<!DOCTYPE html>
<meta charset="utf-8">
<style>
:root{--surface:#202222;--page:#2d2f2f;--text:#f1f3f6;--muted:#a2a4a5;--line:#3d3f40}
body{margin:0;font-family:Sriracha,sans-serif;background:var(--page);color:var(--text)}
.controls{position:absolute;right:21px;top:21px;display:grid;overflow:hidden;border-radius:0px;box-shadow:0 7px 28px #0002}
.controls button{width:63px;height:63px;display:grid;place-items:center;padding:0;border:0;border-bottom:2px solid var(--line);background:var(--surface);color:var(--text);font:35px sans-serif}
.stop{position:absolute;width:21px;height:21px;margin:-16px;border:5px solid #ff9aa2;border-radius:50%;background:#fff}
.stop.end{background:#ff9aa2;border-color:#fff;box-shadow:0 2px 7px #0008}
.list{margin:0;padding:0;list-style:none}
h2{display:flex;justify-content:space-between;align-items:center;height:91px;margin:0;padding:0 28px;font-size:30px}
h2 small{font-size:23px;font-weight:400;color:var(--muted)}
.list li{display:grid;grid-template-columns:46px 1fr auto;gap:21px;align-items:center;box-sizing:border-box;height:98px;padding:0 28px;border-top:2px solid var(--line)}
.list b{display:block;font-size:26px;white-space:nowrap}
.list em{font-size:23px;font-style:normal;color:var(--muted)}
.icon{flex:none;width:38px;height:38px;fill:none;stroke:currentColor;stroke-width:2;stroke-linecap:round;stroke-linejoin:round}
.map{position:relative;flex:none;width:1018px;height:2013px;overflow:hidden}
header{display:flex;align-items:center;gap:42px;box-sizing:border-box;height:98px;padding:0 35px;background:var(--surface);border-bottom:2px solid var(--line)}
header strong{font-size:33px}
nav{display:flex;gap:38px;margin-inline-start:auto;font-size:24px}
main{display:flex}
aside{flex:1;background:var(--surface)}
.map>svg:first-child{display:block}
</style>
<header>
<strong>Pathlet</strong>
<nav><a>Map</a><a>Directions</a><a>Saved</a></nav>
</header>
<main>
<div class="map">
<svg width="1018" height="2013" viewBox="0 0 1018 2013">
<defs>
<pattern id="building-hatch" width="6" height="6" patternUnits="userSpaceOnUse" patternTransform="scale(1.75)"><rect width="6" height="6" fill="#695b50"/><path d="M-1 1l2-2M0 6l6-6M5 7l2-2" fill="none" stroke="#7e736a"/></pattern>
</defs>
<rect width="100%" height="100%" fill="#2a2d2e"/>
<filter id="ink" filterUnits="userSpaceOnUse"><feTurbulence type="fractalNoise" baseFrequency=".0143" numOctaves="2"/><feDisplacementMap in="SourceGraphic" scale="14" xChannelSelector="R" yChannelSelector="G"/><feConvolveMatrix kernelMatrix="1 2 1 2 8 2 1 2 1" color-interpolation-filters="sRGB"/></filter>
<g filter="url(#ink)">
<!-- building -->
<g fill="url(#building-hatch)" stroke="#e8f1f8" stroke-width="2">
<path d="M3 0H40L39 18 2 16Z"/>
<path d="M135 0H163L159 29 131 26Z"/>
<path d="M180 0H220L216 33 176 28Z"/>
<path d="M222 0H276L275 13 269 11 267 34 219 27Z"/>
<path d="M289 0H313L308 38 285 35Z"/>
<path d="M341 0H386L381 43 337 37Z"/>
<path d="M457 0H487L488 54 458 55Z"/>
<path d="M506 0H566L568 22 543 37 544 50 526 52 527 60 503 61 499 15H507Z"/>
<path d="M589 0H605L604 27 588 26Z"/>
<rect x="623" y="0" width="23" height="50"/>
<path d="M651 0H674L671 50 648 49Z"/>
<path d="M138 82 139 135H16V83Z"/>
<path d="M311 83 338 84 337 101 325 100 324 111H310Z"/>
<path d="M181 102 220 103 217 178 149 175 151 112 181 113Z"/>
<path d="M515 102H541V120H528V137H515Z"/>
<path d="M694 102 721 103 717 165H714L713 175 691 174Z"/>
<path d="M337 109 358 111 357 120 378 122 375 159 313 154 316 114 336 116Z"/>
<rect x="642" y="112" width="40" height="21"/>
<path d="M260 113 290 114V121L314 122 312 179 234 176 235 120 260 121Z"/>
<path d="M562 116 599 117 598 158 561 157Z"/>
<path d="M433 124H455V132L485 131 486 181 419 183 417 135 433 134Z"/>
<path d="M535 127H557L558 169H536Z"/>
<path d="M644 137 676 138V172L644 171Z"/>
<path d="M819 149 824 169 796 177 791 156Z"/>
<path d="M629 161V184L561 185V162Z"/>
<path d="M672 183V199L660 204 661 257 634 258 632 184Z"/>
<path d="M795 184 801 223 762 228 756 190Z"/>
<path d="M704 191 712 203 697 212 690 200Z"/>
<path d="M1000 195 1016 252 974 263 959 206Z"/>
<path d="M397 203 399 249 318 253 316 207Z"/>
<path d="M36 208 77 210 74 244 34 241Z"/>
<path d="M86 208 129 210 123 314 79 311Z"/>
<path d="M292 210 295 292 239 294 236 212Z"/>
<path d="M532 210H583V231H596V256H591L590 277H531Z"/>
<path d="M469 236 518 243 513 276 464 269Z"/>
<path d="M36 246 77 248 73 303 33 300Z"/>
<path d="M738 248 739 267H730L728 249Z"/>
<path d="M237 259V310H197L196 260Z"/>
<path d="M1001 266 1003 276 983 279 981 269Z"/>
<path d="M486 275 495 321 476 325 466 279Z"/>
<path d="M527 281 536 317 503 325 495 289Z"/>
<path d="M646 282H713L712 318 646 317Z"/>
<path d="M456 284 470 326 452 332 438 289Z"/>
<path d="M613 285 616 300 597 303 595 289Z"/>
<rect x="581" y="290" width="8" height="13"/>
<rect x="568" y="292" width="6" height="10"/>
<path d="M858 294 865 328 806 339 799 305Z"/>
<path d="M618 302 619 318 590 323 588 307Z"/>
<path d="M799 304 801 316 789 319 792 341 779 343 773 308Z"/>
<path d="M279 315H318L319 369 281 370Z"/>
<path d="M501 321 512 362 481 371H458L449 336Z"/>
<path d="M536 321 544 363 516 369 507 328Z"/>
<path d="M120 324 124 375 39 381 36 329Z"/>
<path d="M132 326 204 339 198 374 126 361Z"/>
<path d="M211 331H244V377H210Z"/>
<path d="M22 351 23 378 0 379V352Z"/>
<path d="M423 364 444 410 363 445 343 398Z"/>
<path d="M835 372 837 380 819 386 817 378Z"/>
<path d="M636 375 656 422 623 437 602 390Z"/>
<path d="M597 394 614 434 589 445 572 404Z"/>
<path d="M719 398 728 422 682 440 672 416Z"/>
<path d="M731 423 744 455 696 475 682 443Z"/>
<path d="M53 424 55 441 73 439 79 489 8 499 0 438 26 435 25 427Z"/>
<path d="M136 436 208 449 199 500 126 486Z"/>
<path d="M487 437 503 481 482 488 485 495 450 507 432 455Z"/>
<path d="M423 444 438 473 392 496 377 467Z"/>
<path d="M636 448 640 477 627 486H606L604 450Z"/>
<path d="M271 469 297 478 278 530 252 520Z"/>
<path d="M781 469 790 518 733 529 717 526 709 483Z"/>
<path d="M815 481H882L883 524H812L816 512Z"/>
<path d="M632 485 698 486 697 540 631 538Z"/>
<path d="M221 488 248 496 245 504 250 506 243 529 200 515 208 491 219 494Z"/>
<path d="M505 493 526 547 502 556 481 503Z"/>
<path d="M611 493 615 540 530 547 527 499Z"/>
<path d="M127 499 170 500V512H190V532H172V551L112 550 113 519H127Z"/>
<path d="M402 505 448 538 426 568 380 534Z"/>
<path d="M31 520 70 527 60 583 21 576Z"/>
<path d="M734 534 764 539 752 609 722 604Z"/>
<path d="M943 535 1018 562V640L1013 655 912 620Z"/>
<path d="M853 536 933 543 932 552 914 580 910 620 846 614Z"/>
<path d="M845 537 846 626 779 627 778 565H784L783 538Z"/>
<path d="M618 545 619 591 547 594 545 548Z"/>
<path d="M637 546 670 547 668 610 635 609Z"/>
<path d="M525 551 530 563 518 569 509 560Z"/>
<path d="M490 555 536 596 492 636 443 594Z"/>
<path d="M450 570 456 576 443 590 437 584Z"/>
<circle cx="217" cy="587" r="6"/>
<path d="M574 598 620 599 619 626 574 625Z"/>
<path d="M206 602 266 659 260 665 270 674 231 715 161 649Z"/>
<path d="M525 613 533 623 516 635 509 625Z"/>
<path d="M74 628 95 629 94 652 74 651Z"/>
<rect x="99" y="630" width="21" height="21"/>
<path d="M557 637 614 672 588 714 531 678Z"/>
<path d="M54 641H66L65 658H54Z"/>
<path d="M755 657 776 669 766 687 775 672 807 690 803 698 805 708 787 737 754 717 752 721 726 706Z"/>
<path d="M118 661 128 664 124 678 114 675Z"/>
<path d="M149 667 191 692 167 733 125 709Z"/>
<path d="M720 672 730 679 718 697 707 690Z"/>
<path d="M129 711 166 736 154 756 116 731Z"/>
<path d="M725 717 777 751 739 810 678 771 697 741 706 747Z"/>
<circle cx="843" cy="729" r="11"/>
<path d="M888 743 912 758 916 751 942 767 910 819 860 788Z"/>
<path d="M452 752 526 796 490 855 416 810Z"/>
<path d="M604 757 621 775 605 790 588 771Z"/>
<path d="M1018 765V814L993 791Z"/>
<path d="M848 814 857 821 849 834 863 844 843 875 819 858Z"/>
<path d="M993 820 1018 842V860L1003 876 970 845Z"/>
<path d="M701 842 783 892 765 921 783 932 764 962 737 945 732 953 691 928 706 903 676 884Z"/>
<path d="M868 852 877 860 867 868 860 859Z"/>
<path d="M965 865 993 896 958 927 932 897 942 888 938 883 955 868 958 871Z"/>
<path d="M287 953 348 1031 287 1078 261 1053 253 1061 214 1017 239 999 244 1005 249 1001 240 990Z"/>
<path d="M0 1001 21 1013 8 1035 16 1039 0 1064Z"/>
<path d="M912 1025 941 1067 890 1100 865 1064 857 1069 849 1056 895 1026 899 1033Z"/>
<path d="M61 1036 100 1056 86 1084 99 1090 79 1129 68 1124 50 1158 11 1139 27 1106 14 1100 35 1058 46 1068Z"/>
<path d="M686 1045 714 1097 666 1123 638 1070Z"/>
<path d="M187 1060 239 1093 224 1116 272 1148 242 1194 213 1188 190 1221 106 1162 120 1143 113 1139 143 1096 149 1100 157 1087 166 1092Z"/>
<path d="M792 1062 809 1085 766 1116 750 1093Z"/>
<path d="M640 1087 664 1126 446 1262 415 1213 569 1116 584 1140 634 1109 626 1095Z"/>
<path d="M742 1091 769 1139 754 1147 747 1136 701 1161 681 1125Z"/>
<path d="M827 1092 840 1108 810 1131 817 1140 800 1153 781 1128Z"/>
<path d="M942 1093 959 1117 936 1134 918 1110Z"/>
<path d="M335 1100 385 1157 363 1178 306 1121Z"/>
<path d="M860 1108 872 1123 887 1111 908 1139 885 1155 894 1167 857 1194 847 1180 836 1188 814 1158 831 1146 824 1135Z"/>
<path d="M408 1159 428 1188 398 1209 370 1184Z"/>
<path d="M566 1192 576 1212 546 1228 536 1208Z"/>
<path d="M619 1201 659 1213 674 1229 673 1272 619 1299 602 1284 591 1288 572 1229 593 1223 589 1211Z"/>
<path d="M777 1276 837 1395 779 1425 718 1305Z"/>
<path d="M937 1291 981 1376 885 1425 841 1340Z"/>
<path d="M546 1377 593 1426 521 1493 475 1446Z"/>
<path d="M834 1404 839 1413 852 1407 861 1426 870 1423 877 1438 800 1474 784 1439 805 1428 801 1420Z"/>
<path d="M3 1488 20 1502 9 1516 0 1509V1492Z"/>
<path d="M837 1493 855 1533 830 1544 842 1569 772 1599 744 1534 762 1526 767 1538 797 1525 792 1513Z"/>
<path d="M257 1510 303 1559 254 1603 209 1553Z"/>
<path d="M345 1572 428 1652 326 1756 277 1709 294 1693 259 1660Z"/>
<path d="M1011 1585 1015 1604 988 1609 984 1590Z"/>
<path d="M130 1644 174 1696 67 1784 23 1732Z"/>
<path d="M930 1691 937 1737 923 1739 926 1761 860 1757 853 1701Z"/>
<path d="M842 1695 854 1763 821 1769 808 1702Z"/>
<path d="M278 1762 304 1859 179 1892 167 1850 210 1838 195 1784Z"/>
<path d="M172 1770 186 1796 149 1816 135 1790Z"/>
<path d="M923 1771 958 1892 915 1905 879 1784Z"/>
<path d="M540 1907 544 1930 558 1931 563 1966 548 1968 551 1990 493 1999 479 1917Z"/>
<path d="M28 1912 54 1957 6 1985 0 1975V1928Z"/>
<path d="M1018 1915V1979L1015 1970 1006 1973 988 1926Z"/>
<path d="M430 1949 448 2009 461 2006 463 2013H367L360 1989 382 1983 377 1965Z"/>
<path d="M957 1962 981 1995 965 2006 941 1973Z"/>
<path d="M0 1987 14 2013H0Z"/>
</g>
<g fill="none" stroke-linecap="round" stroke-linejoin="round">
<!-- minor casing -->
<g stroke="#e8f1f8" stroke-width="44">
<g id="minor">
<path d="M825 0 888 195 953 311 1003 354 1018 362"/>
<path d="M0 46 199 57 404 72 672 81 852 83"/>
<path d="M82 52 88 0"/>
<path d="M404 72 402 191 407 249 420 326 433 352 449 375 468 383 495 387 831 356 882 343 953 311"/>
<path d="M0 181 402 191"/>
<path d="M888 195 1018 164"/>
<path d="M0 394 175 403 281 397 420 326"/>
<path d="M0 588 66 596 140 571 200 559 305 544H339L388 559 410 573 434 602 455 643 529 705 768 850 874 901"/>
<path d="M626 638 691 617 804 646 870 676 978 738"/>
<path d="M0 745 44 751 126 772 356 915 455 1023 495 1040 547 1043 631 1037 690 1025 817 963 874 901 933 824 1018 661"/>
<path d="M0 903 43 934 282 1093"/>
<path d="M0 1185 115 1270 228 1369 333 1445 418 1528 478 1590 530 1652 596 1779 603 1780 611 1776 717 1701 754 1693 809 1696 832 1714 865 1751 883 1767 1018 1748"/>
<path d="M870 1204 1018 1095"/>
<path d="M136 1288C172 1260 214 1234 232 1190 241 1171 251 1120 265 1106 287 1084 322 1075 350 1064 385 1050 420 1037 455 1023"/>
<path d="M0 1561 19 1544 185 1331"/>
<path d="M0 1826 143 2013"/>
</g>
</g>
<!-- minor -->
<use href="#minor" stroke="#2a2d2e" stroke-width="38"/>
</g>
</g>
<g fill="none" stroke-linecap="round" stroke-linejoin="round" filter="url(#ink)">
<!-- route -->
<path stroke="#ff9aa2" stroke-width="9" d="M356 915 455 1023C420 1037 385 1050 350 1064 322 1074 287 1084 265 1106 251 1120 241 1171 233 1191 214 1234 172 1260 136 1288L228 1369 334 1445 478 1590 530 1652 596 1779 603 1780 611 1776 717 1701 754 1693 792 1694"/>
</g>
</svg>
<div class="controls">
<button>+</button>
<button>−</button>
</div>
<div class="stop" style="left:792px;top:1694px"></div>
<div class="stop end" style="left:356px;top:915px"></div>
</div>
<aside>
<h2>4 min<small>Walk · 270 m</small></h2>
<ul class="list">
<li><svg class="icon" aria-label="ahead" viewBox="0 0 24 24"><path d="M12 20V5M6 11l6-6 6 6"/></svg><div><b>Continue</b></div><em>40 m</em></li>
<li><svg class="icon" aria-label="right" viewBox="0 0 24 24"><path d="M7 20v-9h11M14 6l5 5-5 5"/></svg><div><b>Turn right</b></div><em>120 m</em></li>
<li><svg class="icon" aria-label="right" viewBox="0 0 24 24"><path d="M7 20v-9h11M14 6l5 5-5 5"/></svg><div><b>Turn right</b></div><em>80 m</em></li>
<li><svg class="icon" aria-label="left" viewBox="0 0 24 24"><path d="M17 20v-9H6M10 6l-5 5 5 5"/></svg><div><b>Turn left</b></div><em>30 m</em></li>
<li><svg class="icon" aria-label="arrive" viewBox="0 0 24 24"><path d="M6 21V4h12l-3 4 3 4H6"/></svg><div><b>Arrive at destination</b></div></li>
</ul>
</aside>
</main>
--------------------------------------------------
◆ **PROBLEM STATEMENT**
Reproduce each line of the entries in which the word "border" is found.

◆ **OUTPUT**
.controls{position:absolute;right:21px;top:21px;display:grid;overflow:hidden;border-radius:0px;box-shadow:0 7px 28px #0002}
.controls button{width:63px;height:63px;display:grid;place-items:center;padding:0;border:0;border-bottom:2px solid var(--line);background:var(--surface);color:var(--text);font:35px sans-serif}
.stop{position:absolute;width:21px;height:21px;margin:-16px;border:5px solid #ff9aa2;border-radius:50%;background:#fff}
.stop.end{background:#ff9aa2;border-color:#fff;box-shadow:0 2px 7px #0008}
.list li{display:grid;grid-template-columns:46px 1fr auto;gap:21px;align-items:center;box-sizing:border-box;height:98px;padding:0 28px;border-top:2px solid var(--line)}
header{display:flex;align-items:center;gap:42px;box-sizing:border-box;height:98px;padding:0 35px;background:var(--surface);border-bottom:2px solid var(--line)}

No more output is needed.